Task instructions
Please transcribe every entry below exactly, without including the pictures.

Input data
----

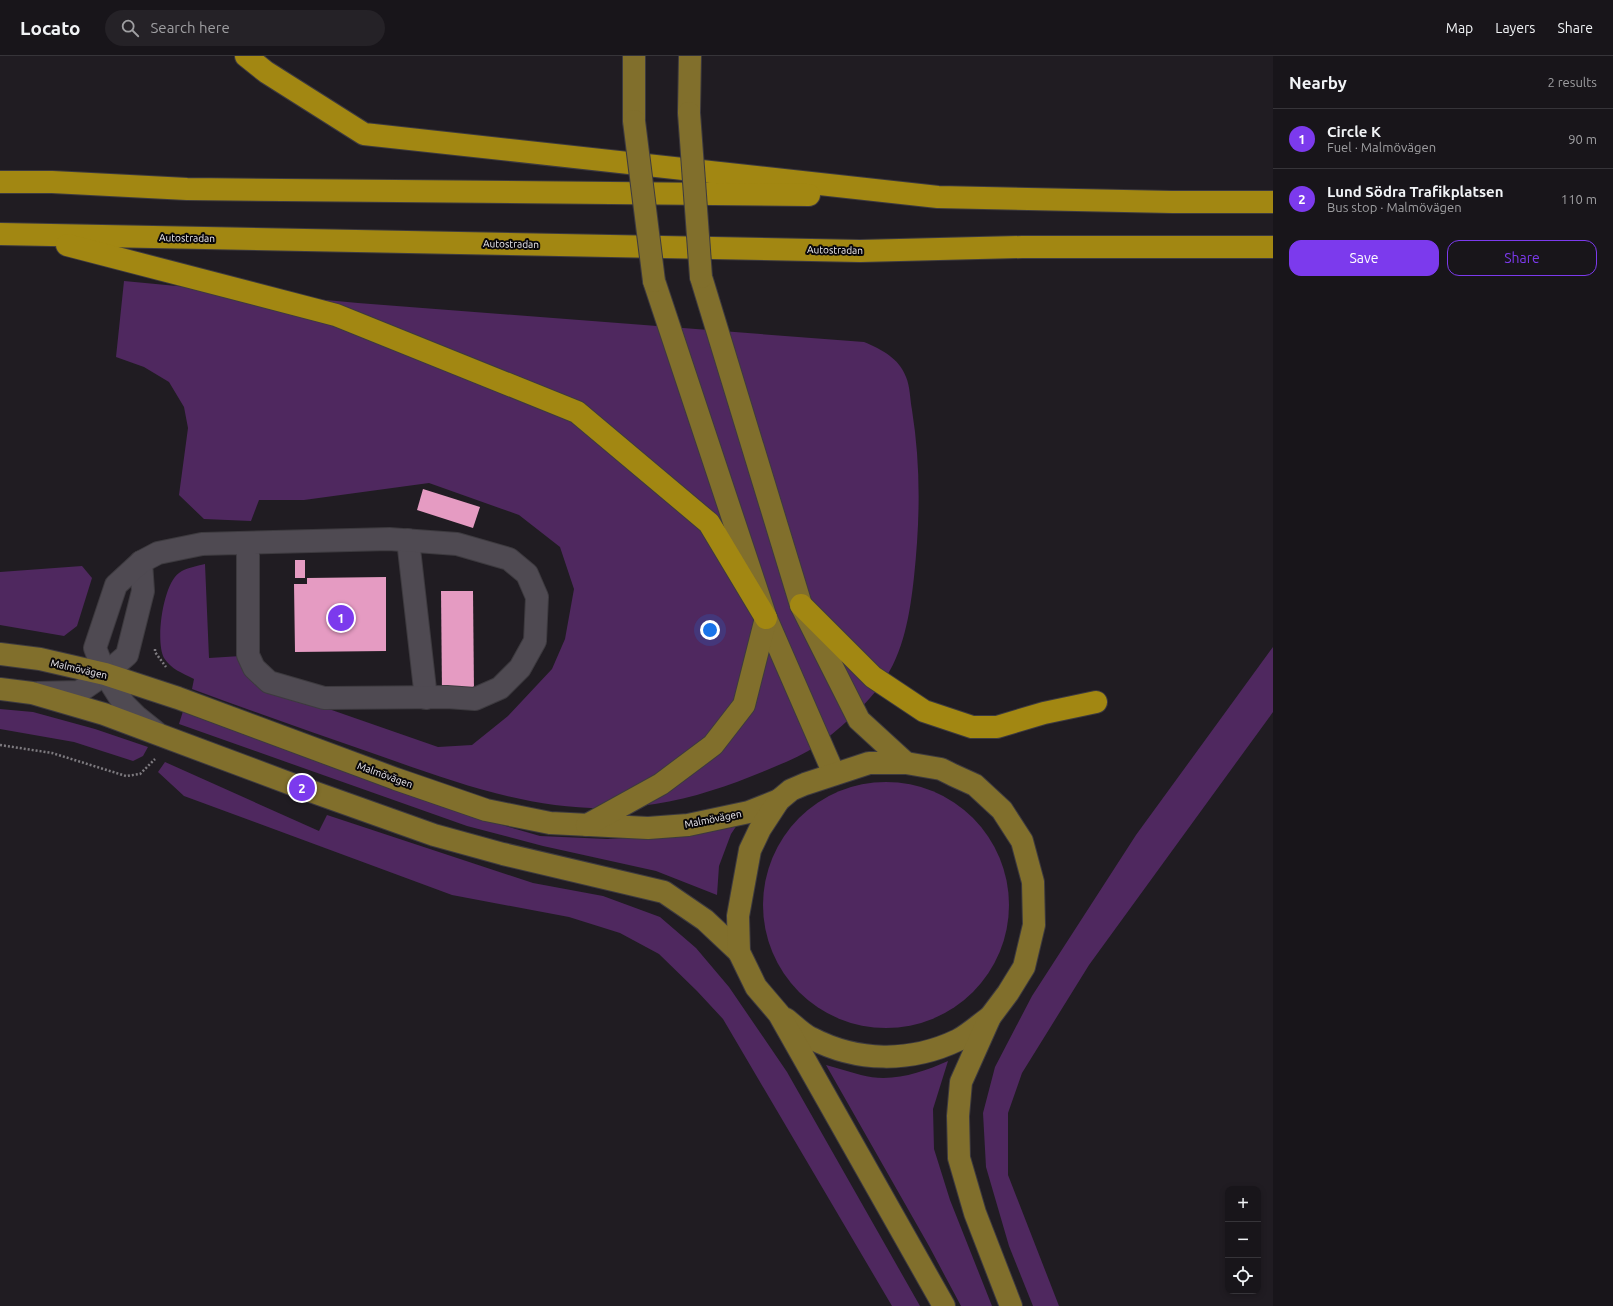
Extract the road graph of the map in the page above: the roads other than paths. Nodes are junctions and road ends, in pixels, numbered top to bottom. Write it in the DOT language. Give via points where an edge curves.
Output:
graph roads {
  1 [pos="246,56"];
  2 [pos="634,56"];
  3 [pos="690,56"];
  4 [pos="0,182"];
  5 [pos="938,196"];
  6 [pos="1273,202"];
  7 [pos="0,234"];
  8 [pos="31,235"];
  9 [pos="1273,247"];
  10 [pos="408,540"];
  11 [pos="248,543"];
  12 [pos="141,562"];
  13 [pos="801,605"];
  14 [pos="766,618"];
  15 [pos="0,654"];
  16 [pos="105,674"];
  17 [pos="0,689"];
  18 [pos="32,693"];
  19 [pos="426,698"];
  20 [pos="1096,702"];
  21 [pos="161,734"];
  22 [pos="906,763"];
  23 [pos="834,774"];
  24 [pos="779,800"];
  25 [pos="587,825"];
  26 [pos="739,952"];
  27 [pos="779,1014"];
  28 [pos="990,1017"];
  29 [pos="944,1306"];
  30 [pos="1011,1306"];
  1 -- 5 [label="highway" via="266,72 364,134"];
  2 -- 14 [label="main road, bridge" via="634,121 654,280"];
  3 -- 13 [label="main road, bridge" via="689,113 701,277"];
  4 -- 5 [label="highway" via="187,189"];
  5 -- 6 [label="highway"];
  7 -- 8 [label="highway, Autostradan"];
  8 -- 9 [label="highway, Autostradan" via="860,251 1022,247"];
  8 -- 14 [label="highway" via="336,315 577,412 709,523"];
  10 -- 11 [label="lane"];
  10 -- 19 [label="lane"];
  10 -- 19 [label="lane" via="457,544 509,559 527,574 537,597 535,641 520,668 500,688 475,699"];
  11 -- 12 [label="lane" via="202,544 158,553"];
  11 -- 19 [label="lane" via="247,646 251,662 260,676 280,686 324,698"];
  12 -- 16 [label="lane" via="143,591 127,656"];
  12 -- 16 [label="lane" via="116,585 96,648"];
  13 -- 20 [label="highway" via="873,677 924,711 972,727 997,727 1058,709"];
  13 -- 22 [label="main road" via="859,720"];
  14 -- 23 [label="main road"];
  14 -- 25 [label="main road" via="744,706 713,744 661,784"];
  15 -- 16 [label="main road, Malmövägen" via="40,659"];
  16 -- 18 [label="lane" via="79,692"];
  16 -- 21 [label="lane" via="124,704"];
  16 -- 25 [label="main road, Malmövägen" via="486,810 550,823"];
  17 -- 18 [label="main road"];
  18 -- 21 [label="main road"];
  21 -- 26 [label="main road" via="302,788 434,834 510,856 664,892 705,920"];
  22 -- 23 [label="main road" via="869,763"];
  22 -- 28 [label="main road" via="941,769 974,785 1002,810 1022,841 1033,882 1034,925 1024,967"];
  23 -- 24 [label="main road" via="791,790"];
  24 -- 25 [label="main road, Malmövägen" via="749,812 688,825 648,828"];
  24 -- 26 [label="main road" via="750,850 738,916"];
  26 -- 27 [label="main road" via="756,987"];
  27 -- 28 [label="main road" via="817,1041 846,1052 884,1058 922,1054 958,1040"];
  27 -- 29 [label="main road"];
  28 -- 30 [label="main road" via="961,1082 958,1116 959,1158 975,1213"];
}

----

Solution to this problem
Extract the road graph of the map in the page above: the roads other than paths. Nodes are junctions and road ends, in pixels, numbered top to bottom. Write it in the DOT language. Give via points where an edge curves.
Output:
graph roads {
  1 [pos="246,56"];
  2 [pos="634,56"];
  3 [pos="690,56"];
  4 [pos="0,182"];
  5 [pos="938,196"];
  6 [pos="1273,202"];
  7 [pos="0,234"];
  8 [pos="31,235"];
  9 [pos="1273,247"];
  10 [pos="408,540"];
  11 [pos="248,543"];
  12 [pos="141,562"];
  13 [pos="801,605"];
  14 [pos="766,618"];
  15 [pos="0,654"];
  16 [pos="105,674"];
  17 [pos="0,689"];
  18 [pos="32,693"];
  19 [pos="426,698"];
  20 [pos="1096,702"];
  21 [pos="161,734"];
  22 [pos="906,763"];
  23 [pos="834,774"];
  24 [pos="779,800"];
  25 [pos="587,825"];
  26 [pos="739,952"];
  27 [pos="779,1014"];
  28 [pos="990,1017"];
  29 [pos="944,1306"];
  30 [pos="1011,1306"];
  1 -- 5 [label="highway" via="266,72 364,134"];
  2 -- 14 [label="main road, bridge" via="634,121 654,280"];
  3 -- 13 [label="main road, bridge" via="689,113 701,277"];
  4 -- 5 [label="highway" via="187,189"];
  5 -- 6 [label="highway"];
  7 -- 8 [label="highway, Autostradan"];
  8 -- 9 [label="highway, Autostradan" via="860,251 1022,247"];
  8 -- 14 [label="highway" via="336,315 577,412 709,523"];
  10 -- 11 [label="lane"];
  10 -- 19 [label="lane"];
  10 -- 19 [label="lane" via="457,544 509,559 527,574 537,597 535,641 520,668 500,688 475,699"];
  11 -- 12 [label="lane" via="202,544 158,553"];
  11 -- 19 [label="lane" via="247,646 251,662 260,676 280,686 324,698"];
  12 -- 16 [label="lane" via="143,591 127,656"];
  12 -- 16 [label="lane" via="116,585 96,648"];
  13 -- 20 [label="highway" via="873,677 924,711 972,727 997,727 1058,709"];
  13 -- 22 [label="main road" via="859,720"];
  14 -- 23 [label="main road"];
  14 -- 25 [label="main road" via="744,706 713,744 661,784"];
  15 -- 16 [label="main road, Malmövägen" via="40,659"];
  16 -- 18 [label="lane" via="79,692"];
  16 -- 21 [label="lane" via="124,704"];
  16 -- 25 [label="main road, Malmövägen" via="486,810 550,823"];
  17 -- 18 [label="main road"];
  18 -- 21 [label="main road"];
  21 -- 26 [label="main road" via="302,788 434,834 510,856 664,892 705,920"];
  22 -- 23 [label="main road" via="869,763"];
  22 -- 28 [label="main road" via="941,769 974,785 1002,810 1022,841 1033,882 1034,925 1024,967"];
  23 -- 24 [label="main road" via="791,790"];
  24 -- 25 [label="main road, Malmövägen" via="749,812 688,825 648,828"];
  24 -- 26 [label="main road" via="750,850 738,916"];
  26 -- 27 [label="main road" via="756,987"];
  27 -- 28 [label="main road" via="817,1041 846,1052 884,1058 922,1054 958,1040"];
  27 -- 29 [label="main road"];
  28 -- 30 [label="main road" via="961,1082 958,1116 959,1158 975,1213"];
}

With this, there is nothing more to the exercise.